The recent announcement that Wendy’s was pursuing “strategic options” for its Arby’s business and that Yum Brands (KFC, Taco Bell, Pizza Hut etc.) was divesting A&W and Long John Silver properties got me thinking. I’ve done work in this arena before, and while I don’t necessarily love this category for my family, I do appreciate that for the most part QSRs (quick serve restaurants) d fulfill a vital role in providing cheap inexpensive meals for millions of families each day.
All this said, it seems that the big chains (MacDonald’s, Wendy’s, Burger King etc.) continue to steamroller ahead domestically while growing like gangbusters overseas. At the same time, there seems to be a plethora of mom and pops willing to feed us as well as a few smaller regional players. What about medium sized chains though? Is this industry inexorably moving to a “dumbbell distribution” with a gap in the middle? If so, what are the implications?
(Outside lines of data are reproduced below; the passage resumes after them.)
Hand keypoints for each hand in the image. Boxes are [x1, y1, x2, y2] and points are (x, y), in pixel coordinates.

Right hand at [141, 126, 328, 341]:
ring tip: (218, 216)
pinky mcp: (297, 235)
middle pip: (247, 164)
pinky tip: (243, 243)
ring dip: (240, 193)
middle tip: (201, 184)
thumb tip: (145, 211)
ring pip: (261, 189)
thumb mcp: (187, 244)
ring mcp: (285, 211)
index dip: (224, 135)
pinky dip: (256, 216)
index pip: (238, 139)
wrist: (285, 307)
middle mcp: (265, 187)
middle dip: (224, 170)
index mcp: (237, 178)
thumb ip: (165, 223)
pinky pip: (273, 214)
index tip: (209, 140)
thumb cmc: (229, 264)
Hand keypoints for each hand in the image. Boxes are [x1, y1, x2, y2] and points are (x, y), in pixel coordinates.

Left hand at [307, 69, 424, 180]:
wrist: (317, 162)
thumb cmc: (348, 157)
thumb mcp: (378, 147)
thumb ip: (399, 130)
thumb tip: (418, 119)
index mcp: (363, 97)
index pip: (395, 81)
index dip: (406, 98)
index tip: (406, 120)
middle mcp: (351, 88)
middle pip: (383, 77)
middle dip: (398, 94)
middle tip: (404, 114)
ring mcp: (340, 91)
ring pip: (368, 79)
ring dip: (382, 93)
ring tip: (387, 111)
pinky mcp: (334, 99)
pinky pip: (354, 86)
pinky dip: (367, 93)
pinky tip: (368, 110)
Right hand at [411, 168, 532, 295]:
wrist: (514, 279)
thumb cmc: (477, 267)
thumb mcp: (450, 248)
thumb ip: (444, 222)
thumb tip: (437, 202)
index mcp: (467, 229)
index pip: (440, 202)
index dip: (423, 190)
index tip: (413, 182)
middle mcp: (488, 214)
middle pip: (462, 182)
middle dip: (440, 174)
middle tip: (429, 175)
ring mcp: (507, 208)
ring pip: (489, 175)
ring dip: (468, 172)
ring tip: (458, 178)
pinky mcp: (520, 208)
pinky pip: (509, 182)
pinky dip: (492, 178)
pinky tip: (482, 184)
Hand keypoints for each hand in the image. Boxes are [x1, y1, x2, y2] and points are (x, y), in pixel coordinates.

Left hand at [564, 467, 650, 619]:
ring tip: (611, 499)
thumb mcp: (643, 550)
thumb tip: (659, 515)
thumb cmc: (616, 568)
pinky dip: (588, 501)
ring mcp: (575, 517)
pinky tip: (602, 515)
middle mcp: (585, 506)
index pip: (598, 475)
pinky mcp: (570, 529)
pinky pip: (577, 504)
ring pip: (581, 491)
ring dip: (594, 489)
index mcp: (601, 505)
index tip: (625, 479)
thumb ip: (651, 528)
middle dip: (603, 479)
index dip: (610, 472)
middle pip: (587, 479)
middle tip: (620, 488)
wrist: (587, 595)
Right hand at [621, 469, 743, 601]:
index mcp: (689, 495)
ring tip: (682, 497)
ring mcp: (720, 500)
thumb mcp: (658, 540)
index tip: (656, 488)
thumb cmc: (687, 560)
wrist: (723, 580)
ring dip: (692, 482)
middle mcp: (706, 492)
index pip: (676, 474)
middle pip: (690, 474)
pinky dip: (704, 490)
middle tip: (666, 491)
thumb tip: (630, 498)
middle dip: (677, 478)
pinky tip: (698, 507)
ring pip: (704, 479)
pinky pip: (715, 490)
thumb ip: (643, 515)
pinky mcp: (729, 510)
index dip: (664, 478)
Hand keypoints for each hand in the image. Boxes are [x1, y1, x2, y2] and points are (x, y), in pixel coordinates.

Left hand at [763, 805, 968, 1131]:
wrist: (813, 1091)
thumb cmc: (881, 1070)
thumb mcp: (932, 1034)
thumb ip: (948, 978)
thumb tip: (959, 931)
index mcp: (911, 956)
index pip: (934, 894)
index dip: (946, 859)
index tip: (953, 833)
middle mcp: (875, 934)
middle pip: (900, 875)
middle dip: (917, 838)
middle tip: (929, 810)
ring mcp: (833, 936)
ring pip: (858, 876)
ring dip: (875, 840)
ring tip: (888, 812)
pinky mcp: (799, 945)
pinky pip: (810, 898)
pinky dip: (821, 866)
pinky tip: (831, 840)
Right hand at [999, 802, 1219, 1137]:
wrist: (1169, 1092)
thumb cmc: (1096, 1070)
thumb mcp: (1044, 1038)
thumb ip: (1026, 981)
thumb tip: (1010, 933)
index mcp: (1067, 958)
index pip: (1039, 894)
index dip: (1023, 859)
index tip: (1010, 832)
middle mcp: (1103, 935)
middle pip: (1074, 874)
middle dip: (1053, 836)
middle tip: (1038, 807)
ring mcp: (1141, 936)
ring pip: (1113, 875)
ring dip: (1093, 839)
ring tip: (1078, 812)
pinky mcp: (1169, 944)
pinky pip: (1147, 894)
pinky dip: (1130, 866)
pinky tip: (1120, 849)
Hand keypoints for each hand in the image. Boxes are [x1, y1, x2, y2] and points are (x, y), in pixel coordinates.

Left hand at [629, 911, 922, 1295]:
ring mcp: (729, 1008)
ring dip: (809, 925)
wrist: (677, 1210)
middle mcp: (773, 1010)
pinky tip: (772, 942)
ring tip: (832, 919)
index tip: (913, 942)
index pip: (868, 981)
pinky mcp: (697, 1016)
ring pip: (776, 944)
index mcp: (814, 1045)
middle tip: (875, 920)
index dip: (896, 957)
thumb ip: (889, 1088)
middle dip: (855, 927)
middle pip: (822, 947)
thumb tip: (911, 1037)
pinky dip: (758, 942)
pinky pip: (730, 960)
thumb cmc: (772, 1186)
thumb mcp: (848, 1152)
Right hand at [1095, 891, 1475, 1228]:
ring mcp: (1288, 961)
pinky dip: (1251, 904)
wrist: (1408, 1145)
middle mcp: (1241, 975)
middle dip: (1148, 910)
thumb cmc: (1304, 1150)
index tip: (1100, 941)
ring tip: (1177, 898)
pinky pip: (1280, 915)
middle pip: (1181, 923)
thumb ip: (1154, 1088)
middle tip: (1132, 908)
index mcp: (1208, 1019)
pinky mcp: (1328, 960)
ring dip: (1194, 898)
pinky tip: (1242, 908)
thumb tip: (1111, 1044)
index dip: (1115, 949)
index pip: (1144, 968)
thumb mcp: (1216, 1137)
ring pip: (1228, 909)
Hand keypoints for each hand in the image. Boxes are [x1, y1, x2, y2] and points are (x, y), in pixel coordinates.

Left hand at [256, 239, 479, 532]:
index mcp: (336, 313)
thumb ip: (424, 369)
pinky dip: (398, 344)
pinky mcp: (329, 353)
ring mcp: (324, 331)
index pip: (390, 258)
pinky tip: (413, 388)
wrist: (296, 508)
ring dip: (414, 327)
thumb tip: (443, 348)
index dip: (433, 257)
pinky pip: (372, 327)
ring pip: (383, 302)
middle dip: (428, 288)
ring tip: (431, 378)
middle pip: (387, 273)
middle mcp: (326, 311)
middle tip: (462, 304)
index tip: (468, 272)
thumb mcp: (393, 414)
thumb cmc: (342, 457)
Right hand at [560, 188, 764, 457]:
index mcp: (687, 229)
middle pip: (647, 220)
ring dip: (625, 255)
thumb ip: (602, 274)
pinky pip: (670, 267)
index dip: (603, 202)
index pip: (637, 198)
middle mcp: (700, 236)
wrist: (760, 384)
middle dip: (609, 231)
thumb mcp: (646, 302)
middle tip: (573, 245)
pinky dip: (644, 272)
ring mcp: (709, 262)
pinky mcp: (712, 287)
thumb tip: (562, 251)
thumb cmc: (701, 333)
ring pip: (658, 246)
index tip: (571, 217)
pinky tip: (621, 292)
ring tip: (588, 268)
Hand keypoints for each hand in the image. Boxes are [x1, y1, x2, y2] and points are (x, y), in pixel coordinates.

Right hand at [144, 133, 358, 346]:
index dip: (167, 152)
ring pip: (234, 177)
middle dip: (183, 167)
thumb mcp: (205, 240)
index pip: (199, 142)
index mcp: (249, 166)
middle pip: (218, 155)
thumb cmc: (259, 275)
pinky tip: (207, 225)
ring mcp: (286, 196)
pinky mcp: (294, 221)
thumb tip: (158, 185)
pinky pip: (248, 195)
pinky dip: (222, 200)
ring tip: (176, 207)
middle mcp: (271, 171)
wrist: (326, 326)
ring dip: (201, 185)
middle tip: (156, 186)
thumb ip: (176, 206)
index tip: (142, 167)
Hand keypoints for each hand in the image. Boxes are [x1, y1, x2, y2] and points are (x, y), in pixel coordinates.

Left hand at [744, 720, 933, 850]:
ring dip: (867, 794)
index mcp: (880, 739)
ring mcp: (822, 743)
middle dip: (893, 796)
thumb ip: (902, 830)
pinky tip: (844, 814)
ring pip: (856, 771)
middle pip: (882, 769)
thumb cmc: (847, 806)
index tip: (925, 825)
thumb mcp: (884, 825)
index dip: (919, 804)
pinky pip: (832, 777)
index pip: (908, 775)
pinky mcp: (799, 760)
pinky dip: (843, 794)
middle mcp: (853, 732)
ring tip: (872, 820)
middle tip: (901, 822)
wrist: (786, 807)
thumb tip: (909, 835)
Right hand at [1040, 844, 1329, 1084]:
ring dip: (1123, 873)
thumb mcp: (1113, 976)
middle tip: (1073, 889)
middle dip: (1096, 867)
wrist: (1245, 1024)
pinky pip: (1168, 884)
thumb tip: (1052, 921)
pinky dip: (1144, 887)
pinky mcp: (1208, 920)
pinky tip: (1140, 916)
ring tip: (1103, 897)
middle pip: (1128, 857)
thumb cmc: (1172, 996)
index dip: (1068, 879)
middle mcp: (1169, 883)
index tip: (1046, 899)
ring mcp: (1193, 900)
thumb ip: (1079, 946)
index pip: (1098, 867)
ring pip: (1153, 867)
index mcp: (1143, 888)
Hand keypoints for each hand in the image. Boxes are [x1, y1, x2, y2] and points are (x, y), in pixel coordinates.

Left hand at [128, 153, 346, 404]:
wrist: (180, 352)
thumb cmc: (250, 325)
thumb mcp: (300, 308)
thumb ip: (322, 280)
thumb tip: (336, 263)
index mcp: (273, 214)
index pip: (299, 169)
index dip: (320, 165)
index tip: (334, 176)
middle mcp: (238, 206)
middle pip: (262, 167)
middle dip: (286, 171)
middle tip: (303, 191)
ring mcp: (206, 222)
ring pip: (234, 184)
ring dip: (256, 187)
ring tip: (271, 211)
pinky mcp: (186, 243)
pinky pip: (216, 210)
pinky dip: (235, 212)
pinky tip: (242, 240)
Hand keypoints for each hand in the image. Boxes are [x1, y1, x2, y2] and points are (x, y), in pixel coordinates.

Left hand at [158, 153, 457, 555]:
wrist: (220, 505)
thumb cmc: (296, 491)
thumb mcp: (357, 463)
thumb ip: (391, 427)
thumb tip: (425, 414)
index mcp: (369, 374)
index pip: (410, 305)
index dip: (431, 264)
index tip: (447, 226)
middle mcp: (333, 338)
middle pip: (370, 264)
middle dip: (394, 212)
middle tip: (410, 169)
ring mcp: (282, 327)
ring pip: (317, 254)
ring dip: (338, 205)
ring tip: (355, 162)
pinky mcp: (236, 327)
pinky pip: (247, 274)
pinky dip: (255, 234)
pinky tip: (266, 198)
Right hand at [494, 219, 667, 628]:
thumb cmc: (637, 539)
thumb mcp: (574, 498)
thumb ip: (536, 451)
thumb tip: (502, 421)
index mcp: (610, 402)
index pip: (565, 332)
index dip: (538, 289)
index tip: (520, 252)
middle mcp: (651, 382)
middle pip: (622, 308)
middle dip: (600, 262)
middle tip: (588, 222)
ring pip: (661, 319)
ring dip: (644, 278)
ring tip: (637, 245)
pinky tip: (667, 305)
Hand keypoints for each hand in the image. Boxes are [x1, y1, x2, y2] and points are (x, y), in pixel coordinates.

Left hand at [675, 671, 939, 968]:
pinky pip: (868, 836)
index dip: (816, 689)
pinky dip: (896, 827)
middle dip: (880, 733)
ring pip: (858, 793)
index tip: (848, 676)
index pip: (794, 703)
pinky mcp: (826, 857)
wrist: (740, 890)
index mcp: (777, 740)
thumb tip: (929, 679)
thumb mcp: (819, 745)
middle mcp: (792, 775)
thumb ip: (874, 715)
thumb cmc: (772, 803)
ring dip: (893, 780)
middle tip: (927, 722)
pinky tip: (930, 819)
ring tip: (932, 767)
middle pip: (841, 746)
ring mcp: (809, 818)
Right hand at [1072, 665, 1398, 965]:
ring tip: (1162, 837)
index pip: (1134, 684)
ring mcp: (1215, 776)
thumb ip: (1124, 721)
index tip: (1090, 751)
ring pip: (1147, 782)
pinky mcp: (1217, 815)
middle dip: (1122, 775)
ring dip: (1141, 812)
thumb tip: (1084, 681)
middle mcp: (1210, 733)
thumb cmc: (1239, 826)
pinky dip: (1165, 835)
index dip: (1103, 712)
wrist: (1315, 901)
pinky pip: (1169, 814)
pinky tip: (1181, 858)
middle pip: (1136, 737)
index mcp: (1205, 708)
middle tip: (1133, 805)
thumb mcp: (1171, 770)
Clearly size has its advantage. Well optimized, big companies can exercise their clout with suppliers, customers and partners. They can purchase less expensively- important in a time of rapidly rising food costs-, they can afford to advertise and promote more and arguably more effectively than their smaller brethren, and they have larger war chests for things like product development (changing their offerings to consumer preferences and emerging trends,) and investment in international expansion into markets like China- which is becoming the industry’s number one engine of growth and value creation. Given all of the afore mentioned, it’s little wonder that the big groups are looking to clear out their smaller, less competitive divisions.
Okay this is fast food, what about other consumer industries? I started thinking about it and there are a host of other examples where medium sized players are being taken out of the fray leaving only the very big and the very small:
• The progressive growth and share of the mass merchandisers led by Wall-Mart, is well documented and in category after category of retail and other areas, they have left the landscape bare of all other than very specialized small players
• In the grocery business, the smaller chains are rapidly disappearing leaving only giants and smaller specialty and convenience players. Same with drug stores.
• The book industry, we will soon be down to two national players (Amazon and Barnes and Nobel) with a scattered specialized players scrambling to adopt high-service and other “survival” business models. Can anyone really “out service” Amazon?
• I’m sure we can come up with others. Even big, major brands have stumbled (Pontiac, Oldsmobile, Saturn, Saab etc.)
What are the implications of all this? Okay broadly…
1) If you are mid-sized player, focus on getting big quickly through organic means and possibly acquisition. Get your cost structure in order. You are going to increasingly going to need funds for investment just to maintain market position and possibly advancement.
2) For smaller players in many verticals, they will increasingly need to fight to maintain market position. Many competitors, who do thrive, will do so by tailoring their value proposition in such a way that the consumer can’t live without them. Specialization and service will be the order of the day.
3) If you are lucky enough to be one of the giants, your continued top line growth in this slow growth decade (and it will absolutely be slow in the US and Euro zone) will often come through taking share from competitors, further consolidation and in many cases international expansion. Mastering your cost structure will be everything as low cost will continue to decide who among the increasingly competitive giants comes out on top.
As far back as the 1960s, based on data going back to the 1930’s, the PIMS database on (Profit Impact of Market Strategy) funded by GE And others, made a compelling case that market share correlates strongly with profitability.
Perhaps now it is not just profitability that correlates with market share. Maybe it is survival that will be influenced by market share. What’s a medium sized guy to do?